Task description: Using the listing below, keep only the lines with the word "edges" and copy them.

Data provided:
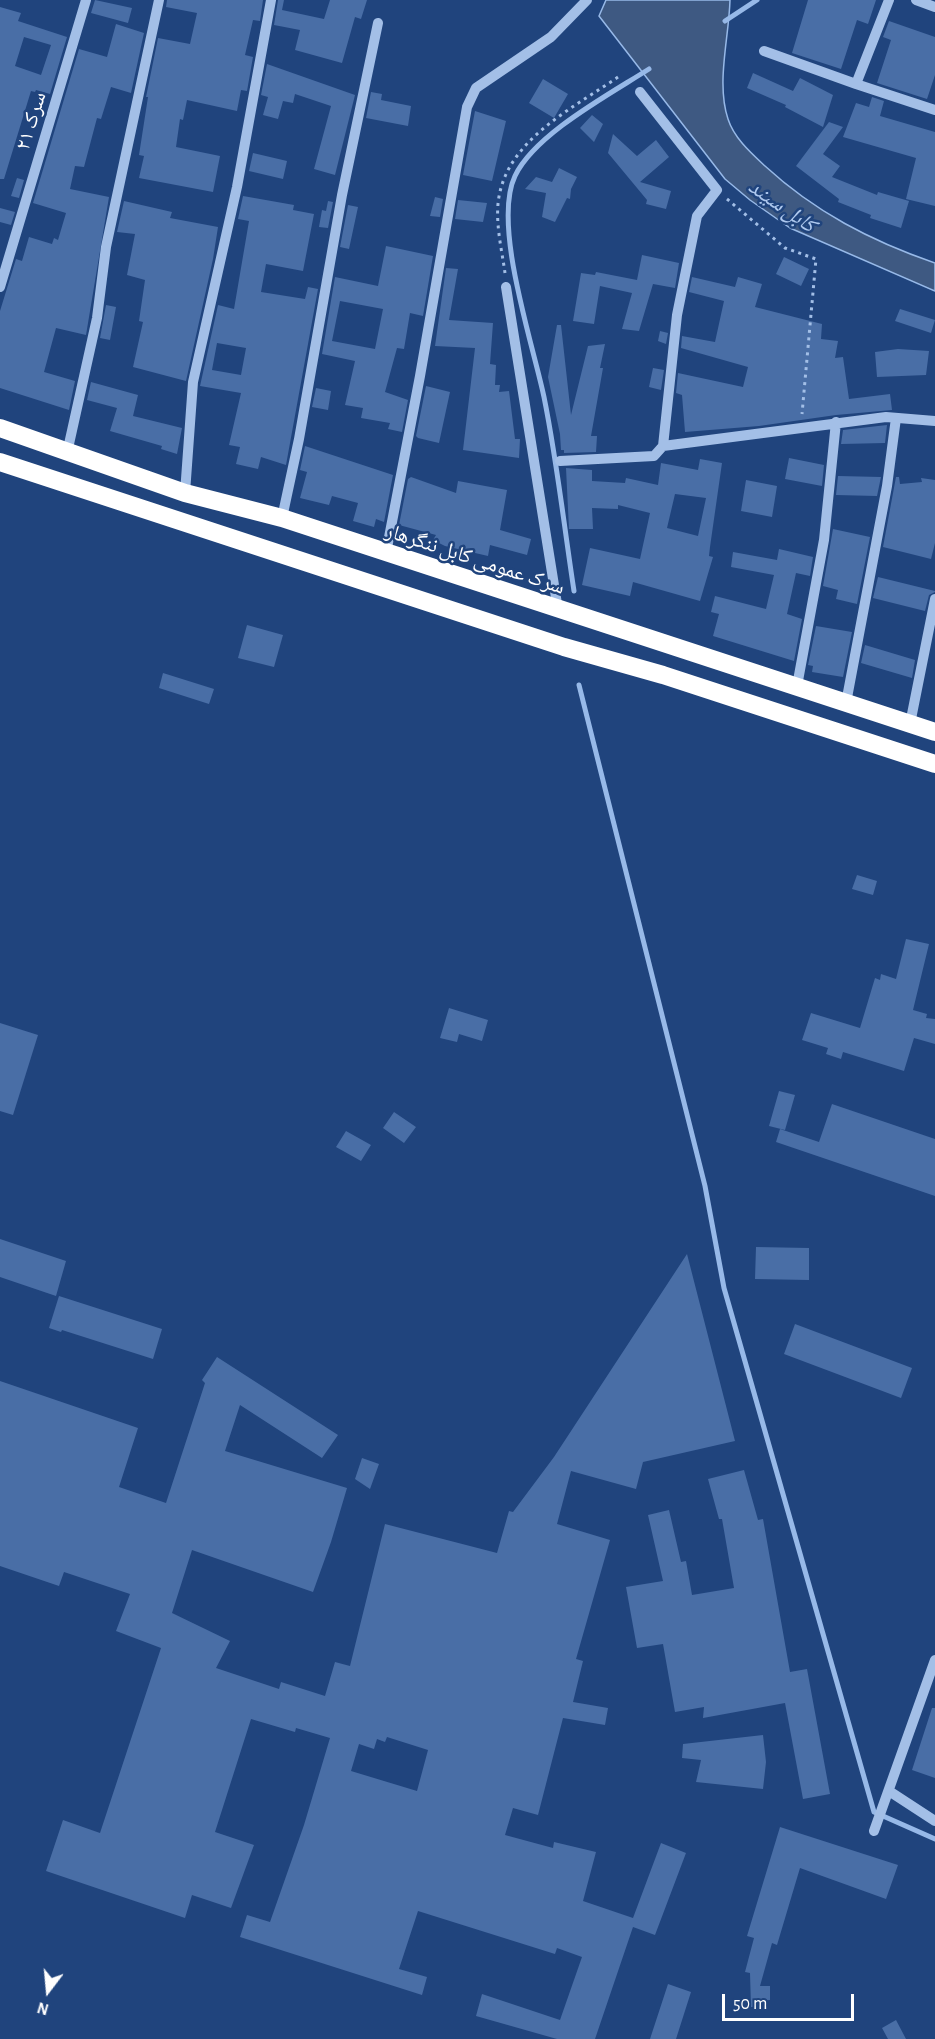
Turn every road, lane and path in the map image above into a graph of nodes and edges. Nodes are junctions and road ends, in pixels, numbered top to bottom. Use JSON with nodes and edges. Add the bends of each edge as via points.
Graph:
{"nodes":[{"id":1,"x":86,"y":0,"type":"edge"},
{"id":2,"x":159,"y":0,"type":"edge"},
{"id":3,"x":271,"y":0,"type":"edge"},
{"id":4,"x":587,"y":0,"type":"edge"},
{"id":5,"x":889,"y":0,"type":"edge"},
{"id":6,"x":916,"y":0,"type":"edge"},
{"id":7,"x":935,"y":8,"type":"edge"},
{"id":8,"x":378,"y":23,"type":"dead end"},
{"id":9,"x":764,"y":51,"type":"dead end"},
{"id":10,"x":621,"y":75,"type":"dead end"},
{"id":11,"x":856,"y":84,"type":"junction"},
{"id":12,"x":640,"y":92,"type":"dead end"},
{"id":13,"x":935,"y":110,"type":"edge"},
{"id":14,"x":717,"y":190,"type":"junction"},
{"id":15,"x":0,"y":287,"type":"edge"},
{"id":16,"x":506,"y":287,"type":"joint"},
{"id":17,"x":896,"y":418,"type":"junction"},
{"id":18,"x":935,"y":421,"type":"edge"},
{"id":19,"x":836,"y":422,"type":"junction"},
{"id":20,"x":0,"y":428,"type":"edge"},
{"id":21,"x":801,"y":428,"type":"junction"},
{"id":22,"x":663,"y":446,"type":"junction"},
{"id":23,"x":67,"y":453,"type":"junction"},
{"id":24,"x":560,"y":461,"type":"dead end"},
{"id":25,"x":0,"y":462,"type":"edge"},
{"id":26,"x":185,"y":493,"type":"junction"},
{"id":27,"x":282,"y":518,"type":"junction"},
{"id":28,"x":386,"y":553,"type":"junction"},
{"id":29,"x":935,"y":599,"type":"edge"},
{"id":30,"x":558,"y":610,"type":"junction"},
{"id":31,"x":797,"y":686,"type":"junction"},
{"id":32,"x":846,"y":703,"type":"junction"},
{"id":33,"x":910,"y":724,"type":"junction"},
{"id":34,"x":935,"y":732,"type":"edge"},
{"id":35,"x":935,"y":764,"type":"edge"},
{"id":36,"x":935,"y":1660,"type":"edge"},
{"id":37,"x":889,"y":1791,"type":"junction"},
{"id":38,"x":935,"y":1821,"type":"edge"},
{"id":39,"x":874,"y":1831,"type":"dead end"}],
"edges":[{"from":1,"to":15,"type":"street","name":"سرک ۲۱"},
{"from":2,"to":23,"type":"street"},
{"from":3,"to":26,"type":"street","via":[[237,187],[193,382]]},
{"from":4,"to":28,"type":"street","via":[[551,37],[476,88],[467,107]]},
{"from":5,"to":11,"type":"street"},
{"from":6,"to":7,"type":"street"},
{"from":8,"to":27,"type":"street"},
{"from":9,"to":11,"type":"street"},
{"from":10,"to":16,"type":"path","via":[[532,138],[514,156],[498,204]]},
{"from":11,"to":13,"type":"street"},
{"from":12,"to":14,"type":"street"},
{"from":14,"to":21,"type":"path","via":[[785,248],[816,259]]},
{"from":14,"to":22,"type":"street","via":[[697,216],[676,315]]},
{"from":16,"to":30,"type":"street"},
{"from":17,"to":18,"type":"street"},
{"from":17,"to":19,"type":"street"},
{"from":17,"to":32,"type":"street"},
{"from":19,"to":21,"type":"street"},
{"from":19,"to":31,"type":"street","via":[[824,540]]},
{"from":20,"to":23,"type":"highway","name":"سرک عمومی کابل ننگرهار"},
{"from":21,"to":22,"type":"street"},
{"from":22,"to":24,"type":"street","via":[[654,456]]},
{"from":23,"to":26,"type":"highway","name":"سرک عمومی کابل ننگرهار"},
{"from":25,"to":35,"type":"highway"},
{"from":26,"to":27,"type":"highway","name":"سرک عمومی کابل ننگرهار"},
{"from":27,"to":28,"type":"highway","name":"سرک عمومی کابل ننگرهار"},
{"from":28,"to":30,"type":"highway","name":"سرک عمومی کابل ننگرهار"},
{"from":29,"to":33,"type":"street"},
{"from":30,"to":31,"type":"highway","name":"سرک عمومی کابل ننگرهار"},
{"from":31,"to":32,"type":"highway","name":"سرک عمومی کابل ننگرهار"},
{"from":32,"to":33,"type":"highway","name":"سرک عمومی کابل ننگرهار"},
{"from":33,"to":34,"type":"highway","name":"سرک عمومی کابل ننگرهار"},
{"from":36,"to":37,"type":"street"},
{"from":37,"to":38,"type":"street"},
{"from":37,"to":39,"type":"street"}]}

Reply:
Turn every road, lane and path in the map image above into a graph of nodes and edges. Nodes are junctions and road ends, in pixels, numbered top to bottom. Use JSON with nodes and edges. Add the bends of each edge as via points.
"edges":[{"from":1,"to":15,"type":"street","name":"سرک ۲۱"},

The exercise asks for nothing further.